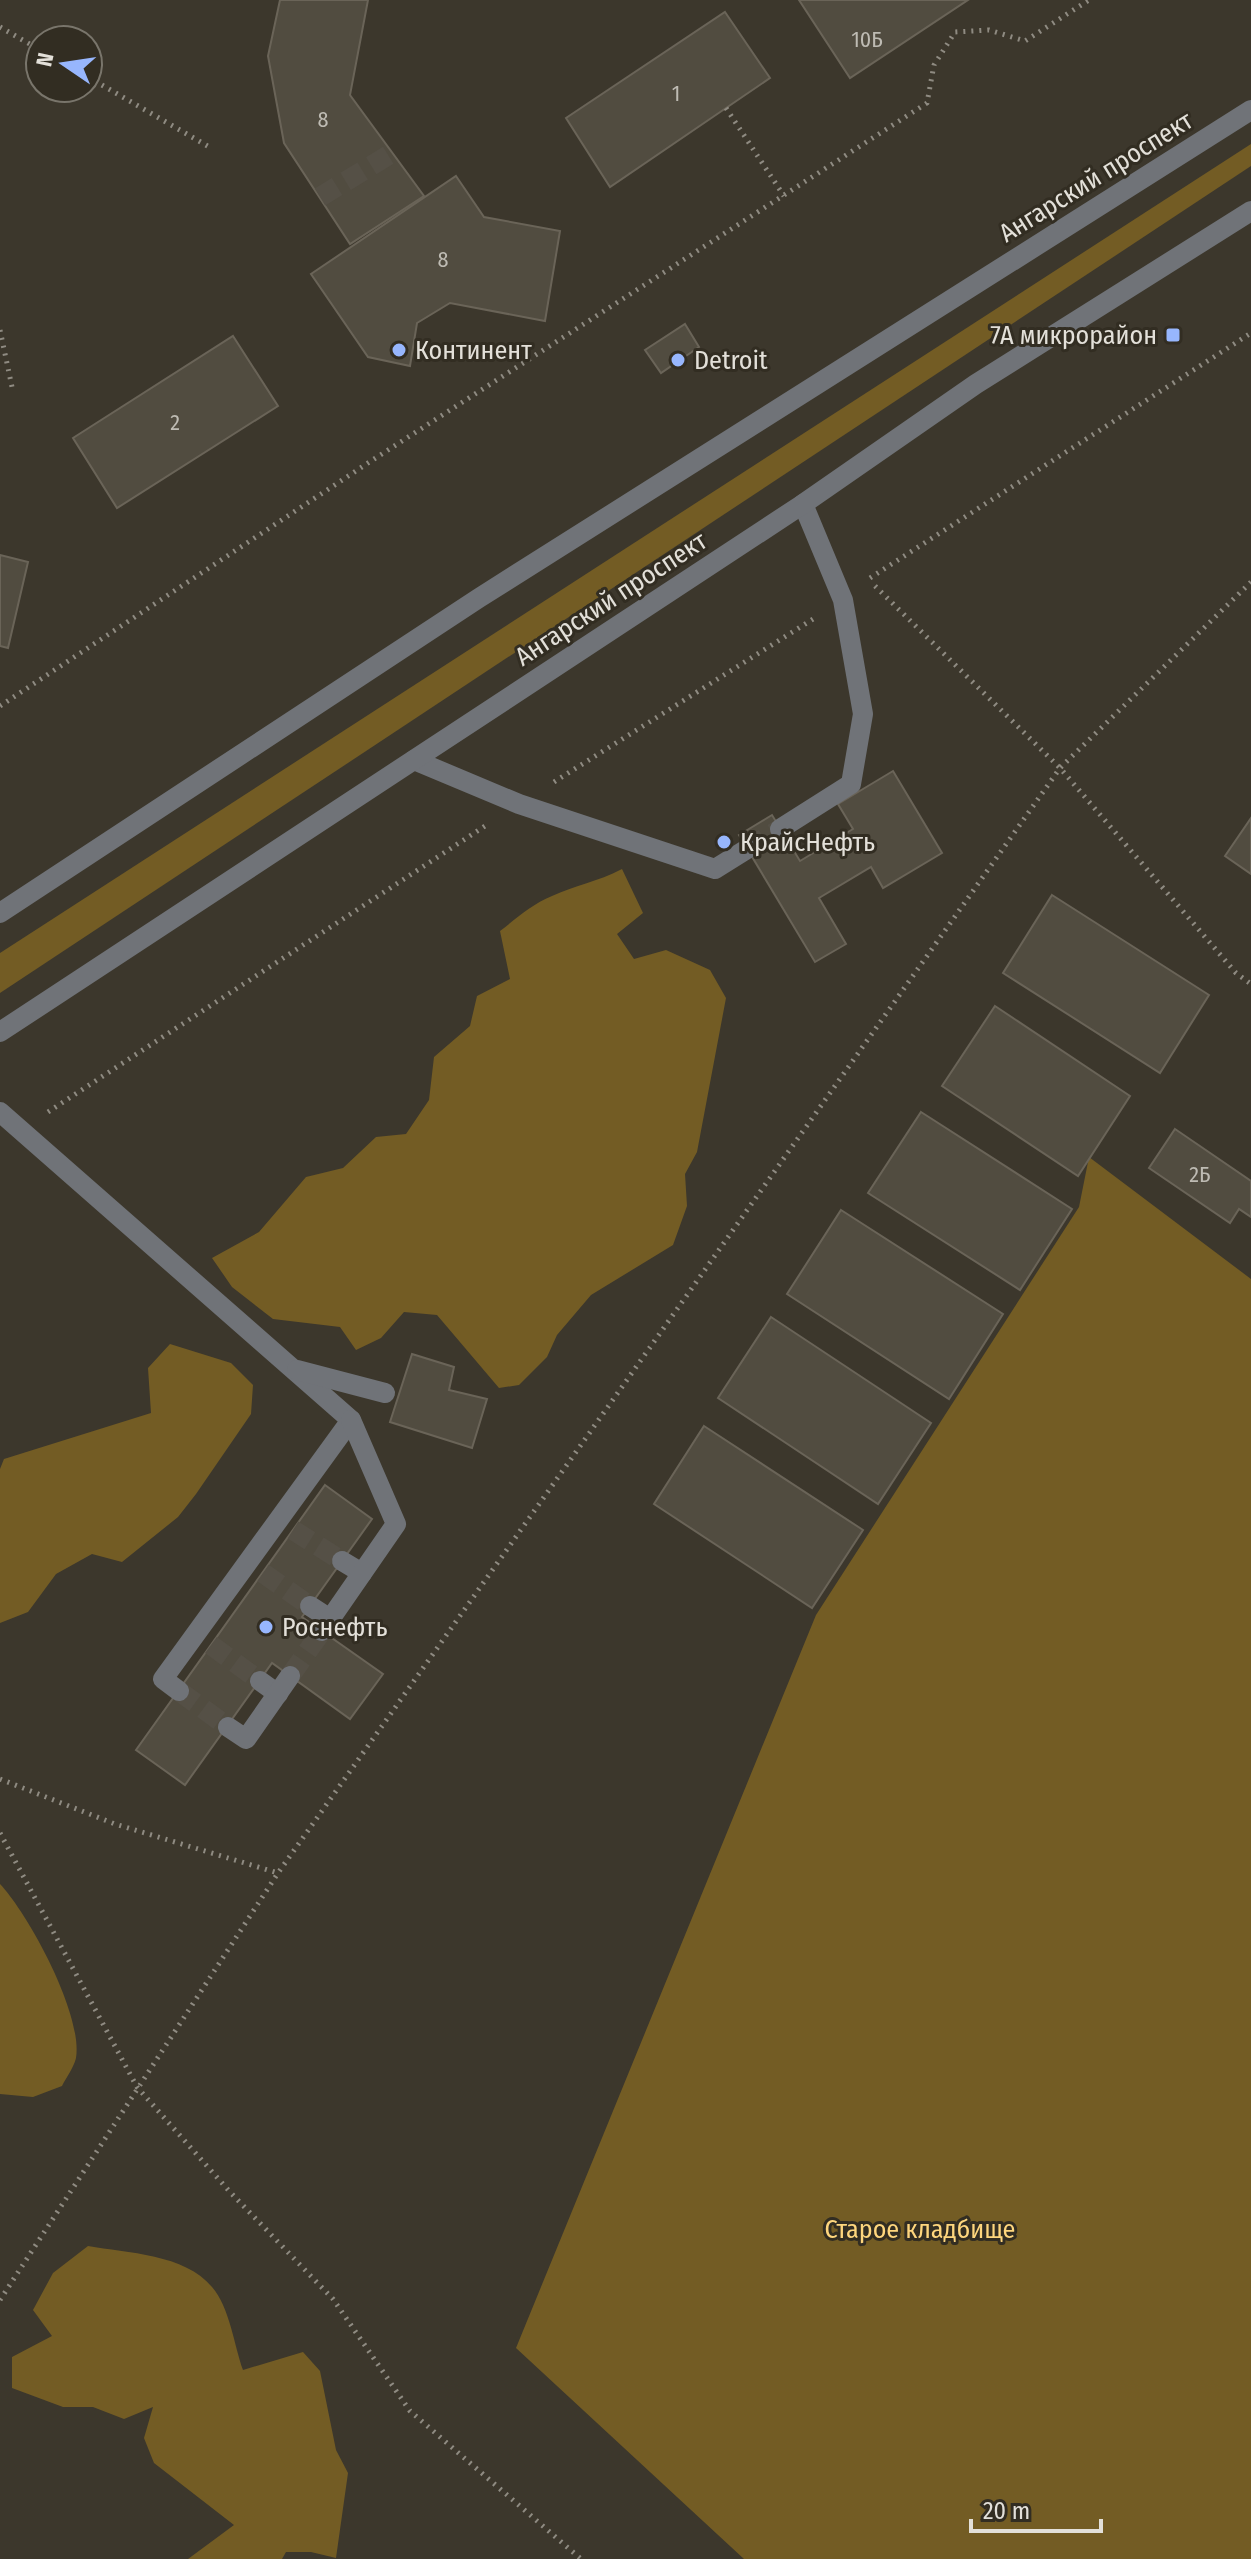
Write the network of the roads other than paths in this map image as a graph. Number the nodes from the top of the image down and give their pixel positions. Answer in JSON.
{"nodes":[{"id":1,"x":1251,"y":110,"type":"edge"},
{"id":2,"x":1251,"y":211,"type":"edge"},
{"id":3,"x":803,"y":504,"type":"junction"},
{"id":4,"x":414,"y":760,"type":"junction"},
{"id":5,"x":780,"y":829,"type":"tunnel mouth"},
{"id":6,"x":747,"y":849,"type":"tunnel mouth"},
{"id":7,"x":0,"y":913,"type":"edge"},
{"id":8,"x":0,"y":1032,"type":"edge"},
{"id":9,"x":0,"y":1112,"type":"edge"},
{"id":10,"x":293,"y":1369,"type":"junction"},
{"id":11,"x":385,"y":1393,"type":"dead end"},
{"id":12,"x":351,"y":1420,"type":"junction"},
{"id":13,"x":342,"y":1561,"type":"tunnel mouth"},
{"id":14,"x":362,"y":1573,"type":"junction"},
{"id":15,"x":310,"y":1606,"type":"tunnel mouth"},
{"id":16,"x":260,"y":1681,"type":"tunnel mouth"},
{"id":17,"x":179,"y":1691,"type":"dead end"},
{"id":18,"x":228,"y":1727,"type":"tunnel mouth"}],
"edges":[{"from":1,"to":7,"type":"street","name":"Ангарский проспект"},
{"from":2,"to":3,"type":"street","name":"Ангарский проспект"},
{"from":3,"to":4,"type":"street","name":"Ангарский проспект"},
{"from":3,"to":5,"type":"street"},
{"from":4,"to":6,"type":"street"},
{"from":4,"to":8,"type":"street","name":"Ангарский проспект"},
{"from":9,"to":10,"type":"street"},
{"from":10,"to":11,"type":"street"},
{"from":10,"to":12,"type":"street"},
{"from":12,"to":14,"type":"street"},
{"from":12,"to":17,"type":"street"},
{"from":13,"to":14,"type":"street"},
{"from":14,"to":15,"type":"street"},
{"from":16,"to":18,"type":"street"}]}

### YOUR GOAL:
If an entry contains an image, please omit that image and print everything else verbatim.

### THE ANSWER:
Write the network of the roads other than paths in this map image as a graph. Number the nodes from the top of the image down and give their pixel positions. Answer in JSON.
{"nodes":[{"id":1,"x":1251,"y":110,"type":"edge"},
{"id":2,"x":1251,"y":211,"type":"edge"},
{"id":3,"x":803,"y":504,"type":"junction"},
{"id":4,"x":414,"y":760,"type":"junction"},
{"id":5,"x":780,"y":829,"type":"tunnel mouth"},
{"id":6,"x":747,"y":849,"type":"tunnel mouth"},
{"id":7,"x":0,"y":913,"type":"edge"},
{"id":8,"x":0,"y":1032,"type":"edge"},
{"id":9,"x":0,"y":1112,"type":"edge"},
{"id":10,"x":293,"y":1369,"type":"junction"},
{"id":11,"x":385,"y":1393,"type":"dead end"},
{"id":12,"x":351,"y":1420,"type":"junction"},
{"id":13,"x":342,"y":1561,"type":"tunnel mouth"},
{"id":14,"x":362,"y":1573,"type":"junction"},
{"id":15,"x":310,"y":1606,"type":"tunnel mouth"},
{"id":16,"x":260,"y":1681,"type":"tunnel mouth"},
{"id":17,"x":179,"y":1691,"type":"dead end"},
{"id":18,"x":228,"y":1727,"type":"tunnel mouth"}],
"edges":[{"from":1,"to":7,"type":"street","name":"Ангарский проспект"},
{"from":2,"to":3,"type":"street","name":"Ангарский проспект"},
{"from":3,"to":4,"type":"street","name":"Ангарский проспект"},
{"from":3,"to":5,"type":"street"},
{"from":4,"to":6,"type":"street"},
{"from":4,"to":8,"type":"street","name":"Ангарский проспект"},
{"from":9,"to":10,"type":"street"},
{"from":10,"to":11,"type":"street"},
{"from":10,"to":12,"type":"street"},
{"from":12,"to":14,"type":"street"},
{"from":12,"to":17,"type":"street"},
{"from":13,"to":14,"type":"street"},
{"from":14,"to":15,"type":"street"},
{"from":16,"to":18,"type":"street"}]}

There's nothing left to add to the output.